◆ INFORMATION SUPPLIED ◆

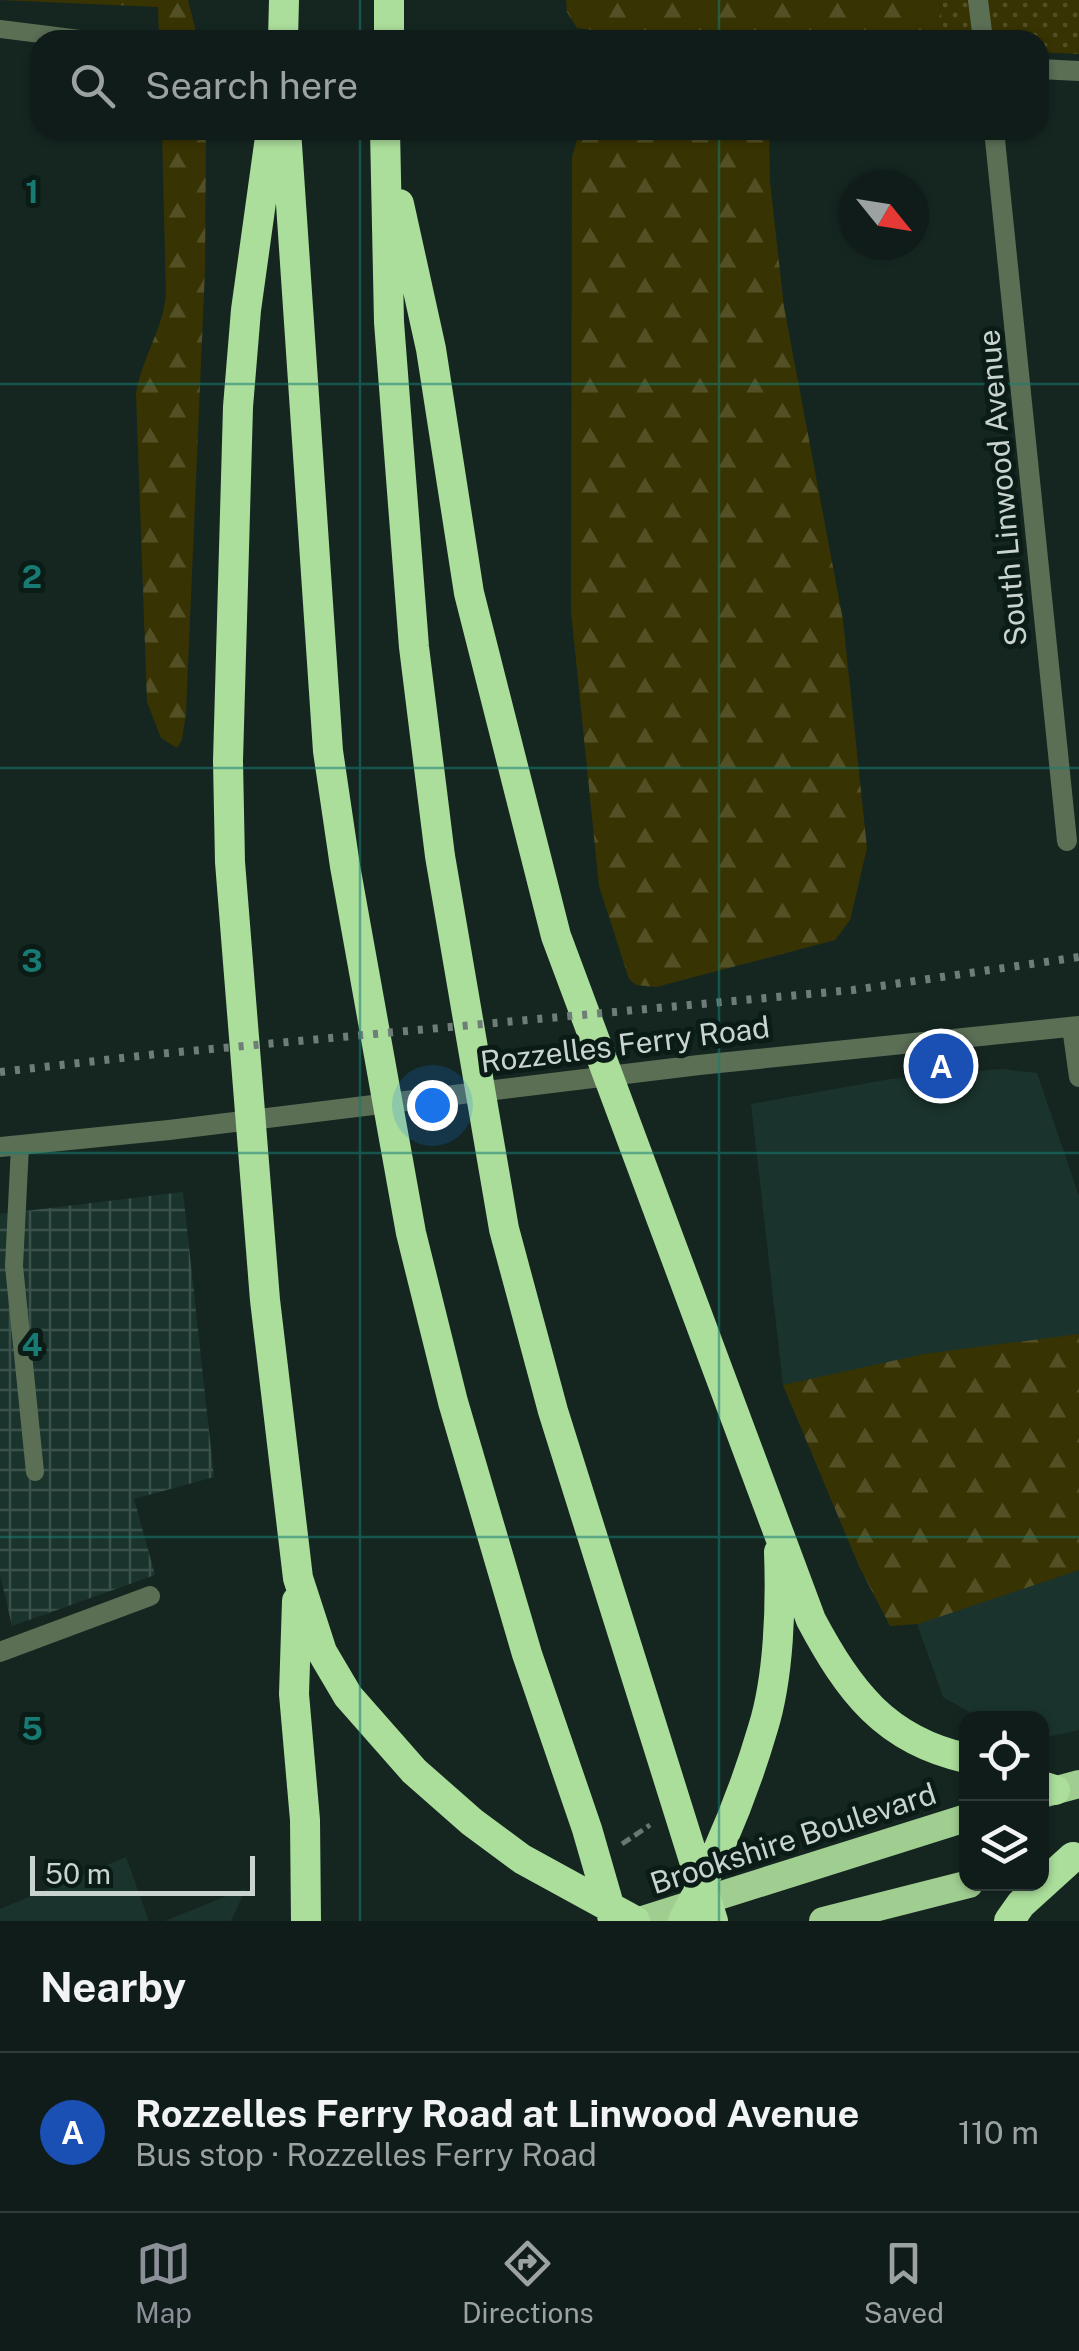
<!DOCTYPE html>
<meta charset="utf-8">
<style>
:root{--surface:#101c19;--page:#1e2926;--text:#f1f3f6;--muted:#9ca1a2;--line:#303a38;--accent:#8c9099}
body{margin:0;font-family:"Public Sans",sans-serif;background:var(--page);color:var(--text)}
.controls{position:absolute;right:30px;bottom:30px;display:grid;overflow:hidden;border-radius:20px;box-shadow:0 2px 8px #0004}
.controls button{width:90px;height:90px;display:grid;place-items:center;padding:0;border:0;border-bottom:2px solid var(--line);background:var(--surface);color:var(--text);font:50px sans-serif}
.compass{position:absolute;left:839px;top:170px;width:90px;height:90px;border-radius:50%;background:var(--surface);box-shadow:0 2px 8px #0004;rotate:120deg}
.scale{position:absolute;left:30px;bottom:25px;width:225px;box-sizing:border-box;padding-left:10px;border:5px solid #c9d4d0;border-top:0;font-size:28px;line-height:35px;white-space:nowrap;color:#c9d4d0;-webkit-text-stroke:8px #0b1c17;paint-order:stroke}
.you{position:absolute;left:432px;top:1105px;width:35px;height:35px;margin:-25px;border:8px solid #fff;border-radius:50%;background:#1a73e8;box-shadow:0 0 0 15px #1a73e833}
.badge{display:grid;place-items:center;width:65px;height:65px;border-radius:50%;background:var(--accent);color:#fff;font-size:32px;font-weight:700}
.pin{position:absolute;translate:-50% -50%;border:5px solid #fff;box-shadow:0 2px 10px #0006}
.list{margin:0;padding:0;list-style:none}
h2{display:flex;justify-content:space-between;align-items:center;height:130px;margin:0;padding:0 40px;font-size:42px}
h2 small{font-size:32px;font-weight:400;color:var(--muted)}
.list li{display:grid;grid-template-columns:65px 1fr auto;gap:30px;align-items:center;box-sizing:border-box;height:160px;padding:0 40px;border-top:2px solid var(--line)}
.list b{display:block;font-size:38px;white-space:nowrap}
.list p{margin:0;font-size:32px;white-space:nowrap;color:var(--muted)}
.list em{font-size:32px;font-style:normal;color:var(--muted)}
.icon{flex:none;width:55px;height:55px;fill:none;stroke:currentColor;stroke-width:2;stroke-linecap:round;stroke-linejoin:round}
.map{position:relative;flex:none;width:1079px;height:1921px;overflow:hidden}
.search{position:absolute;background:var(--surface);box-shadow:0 2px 8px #0004;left:30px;right:30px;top:30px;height:110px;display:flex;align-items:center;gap:25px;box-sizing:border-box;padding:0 35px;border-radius:30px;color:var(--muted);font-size:38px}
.sheet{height:290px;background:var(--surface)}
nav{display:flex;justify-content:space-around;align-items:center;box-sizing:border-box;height:140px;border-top:2px solid var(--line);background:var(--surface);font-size:28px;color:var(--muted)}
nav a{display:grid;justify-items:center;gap:5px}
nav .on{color:var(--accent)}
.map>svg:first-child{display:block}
.built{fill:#1a332c}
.industrial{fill:url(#industrial-grid)}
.green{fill:url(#green-dots)}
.forest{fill:url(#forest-firs)}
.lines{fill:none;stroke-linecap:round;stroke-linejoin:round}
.path{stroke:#697772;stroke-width:5;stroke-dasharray:10 5;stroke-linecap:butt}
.service{stroke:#5b6f55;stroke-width:18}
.minor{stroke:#5b6f55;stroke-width:20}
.tertiary{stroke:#5b6f55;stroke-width:20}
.trunk{stroke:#a0ce91;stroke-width:28}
.motorway{stroke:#abde9b;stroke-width:30}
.rail{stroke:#6f7d78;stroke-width:8;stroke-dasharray:5 10;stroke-linecap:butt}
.grid{fill:none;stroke:#187b73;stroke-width:2.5;stroke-opacity:0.55}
.labels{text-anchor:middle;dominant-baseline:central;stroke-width:10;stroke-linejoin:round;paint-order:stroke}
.street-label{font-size:30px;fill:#c9d4d0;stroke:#0b1c17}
.grid-label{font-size:32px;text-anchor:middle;font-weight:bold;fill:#187b73;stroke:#0b1c17;stroke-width:10;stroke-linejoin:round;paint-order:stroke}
</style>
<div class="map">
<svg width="1079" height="1921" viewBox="0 0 1079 1921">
<defs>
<pattern id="industrial-grid" width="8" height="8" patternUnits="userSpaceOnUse" patternTransform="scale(2.5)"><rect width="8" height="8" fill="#1a332c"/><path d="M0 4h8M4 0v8" fill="none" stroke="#3a504a"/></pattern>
<pattern id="green-dots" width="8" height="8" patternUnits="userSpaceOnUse" patternTransform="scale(2.5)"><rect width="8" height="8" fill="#383302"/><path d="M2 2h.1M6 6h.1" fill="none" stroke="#535026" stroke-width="1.8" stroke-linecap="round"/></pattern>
<pattern id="forest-firs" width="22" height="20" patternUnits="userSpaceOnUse" patternTransform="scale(2.5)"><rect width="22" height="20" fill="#383302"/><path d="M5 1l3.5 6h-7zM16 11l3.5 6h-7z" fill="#535026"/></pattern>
</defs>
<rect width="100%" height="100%" fill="#152621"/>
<!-- built -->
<path class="built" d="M1001 1069 1037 1073 1079 1196V1730L1042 1738V1718H980L943 1697 917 1624 783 1385 751 1104 890 1079Z
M126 1857 149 1921H0V1909Z
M246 1888 231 1921H165Z"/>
<!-- industrial -->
<path class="industrial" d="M183 1192 214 1477 134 1499 155 1575 12 1626 0 1574V1214Z"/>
<!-- green -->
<path class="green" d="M939 0H1079V54L1039 52V40H945Z"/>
<!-- forest -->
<path class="forest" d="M0 0H188L198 40H159L158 7Z
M566 0H939L945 40H667L577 28 567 12Z
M162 130H206L205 269 186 713 182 740 177 748 161 738 147 702 136 393C142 359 162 330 166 296Z
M580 130H769L770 182 784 307 843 620 867 848 850 920 835 940 656 987 636 985 629 979 599 886 571 611 572 157Z
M1079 1334V1570L918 1624 890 1626 859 1566 783 1385 924 1354Z"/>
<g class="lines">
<!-- path -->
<path class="path" d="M622 1844 650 1825"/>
<!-- service -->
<path class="service" d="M0 29 88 40
M20 1146 14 1266 35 1472"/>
<!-- minor -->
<path class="minor" d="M978 0 983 40
M1039 69 1079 71
M994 130 1067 841
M1072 1027 1079 1077
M0 1652 150 1596"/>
<!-- tertiary -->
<path class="tertiary" d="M0 1147 169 1130 699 1065 1079 1026"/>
<!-- trunk -->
<path class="trunk" d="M1042 1794 1079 1784
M639 1921 966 1818
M823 1921 969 1884"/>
<!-- motorway -->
<path class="motorway" d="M389 0V40
M283 40 284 0
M271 130 246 310 238 407 228 761 230 862 265 1300 298 1578 322 1652 348 1696 414 1771 472 1822 522 1859 635 1921
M286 130 328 751 345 866 411 1233 453 1402 527 1654 587 1829 613 1919
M385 130 389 322 414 647 440 856 504 1229 553 1411 713 1921
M399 204 431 349 469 593 556 936 811 1620C849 1691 885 1740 966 1758
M297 1601 294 1694 305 1820 306 1921
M1042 1786 1055 1790
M683 1921C715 1862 744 1793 763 1728 779 1677 781 1605 779 1552
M1009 1921 1021 1904 1073 1857"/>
<!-- rail -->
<path class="rail" d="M0 1072 157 1054 853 990 1079 957"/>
</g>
<!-- grid -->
<path class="grid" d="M360 0V40M719 0V40M360 130V1921M719 130V1921M0 384H1079M0 768H1079M0 1153H1079M0 1537H1079"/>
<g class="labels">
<!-- street labels -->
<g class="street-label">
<text transform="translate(1002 488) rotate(-95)">South Linwood Avenue</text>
<text transform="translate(625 1044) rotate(-7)">Rozzelles Ferry Road</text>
<text transform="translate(793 1838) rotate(-18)">Brookshire Boulevard</text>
</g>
</g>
<g class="grid-label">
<text x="32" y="203">1</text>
<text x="32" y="588">2</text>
<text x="32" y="972">3</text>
<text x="32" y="1356">4</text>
<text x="32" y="1740">5</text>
</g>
</svg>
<div class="controls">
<button><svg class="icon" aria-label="locate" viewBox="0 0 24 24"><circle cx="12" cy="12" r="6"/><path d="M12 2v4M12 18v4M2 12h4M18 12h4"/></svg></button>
<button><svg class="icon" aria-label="layers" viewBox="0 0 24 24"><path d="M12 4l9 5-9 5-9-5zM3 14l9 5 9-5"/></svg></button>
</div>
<svg class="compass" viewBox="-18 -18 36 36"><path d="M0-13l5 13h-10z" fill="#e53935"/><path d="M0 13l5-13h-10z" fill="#9ca1a2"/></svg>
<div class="scale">50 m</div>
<div class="you"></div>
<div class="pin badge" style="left:941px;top:1066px;background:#1a4fb4">A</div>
<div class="search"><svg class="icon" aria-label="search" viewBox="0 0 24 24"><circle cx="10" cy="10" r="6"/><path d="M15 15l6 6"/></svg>Search here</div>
</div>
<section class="sheet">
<h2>Nearby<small></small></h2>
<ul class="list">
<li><span class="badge" style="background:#1a4fb4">A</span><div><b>Rozzelles Ferry Road at Linwood Avenue</b><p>Bus stop · Rozzelles Ferry Road</p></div><em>110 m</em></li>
</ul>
</section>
<nav>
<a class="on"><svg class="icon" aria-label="map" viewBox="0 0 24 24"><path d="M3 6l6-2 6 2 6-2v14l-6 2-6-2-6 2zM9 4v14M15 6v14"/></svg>Map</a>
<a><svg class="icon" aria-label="directions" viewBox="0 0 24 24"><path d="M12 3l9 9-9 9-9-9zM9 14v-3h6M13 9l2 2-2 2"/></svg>Directions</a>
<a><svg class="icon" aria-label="saved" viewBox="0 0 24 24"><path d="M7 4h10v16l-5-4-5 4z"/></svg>Saved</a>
</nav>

◆ TO DO ◆
Copy every line of the material above in which the word "controls" appears.

◆ PROBLEM SOLUTION ◆
.controls{position:absolute;right:30px;bottom:30px;display:grid;overflow:hidden;border-radius:20px;box-shadow:0 2px 8px #0004}
.controls button{width:90px;height:90px;display:grid;place-items:center;padding:0;border:0;border-bottom:2px solid var(--line);background:var(--surface);color:var(--text);font:50px sans-serif}
<div class="controls">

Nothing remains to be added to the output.